▶ _What you should do_
Your response should give back each record exactly, word for word.

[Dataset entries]

--

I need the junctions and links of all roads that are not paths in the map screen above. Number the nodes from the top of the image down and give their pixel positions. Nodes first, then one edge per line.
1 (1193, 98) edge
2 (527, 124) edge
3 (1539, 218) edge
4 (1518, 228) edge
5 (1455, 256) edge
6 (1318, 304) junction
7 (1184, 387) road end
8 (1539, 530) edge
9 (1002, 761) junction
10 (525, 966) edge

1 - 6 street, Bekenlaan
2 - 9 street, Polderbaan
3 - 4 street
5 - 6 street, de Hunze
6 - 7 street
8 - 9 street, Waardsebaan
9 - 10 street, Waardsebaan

--

▶ _Solved exercise_
I need the junctions and links of all roads that are not paths in the map screen above. Number the nodes from the top of the image down and give their pixel positions. Nodes first, then one edge per line.
1 (1193, 98) edge
2 (527, 124) edge
3 (1539, 218) edge
4 (1518, 228) edge
5 (1455, 256) edge
6 (1318, 304) junction
7 (1184, 387) road end
8 (1539, 530) edge
9 (1002, 761) junction
10 (525, 966) edge

1 - 6 street, Bekenlaan
2 - 9 street, Polderbaan
3 - 4 street
5 - 6 street, de Hunze
6 - 7 street
8 - 9 street, Waardsebaan
9 - 10 street, Waardsebaan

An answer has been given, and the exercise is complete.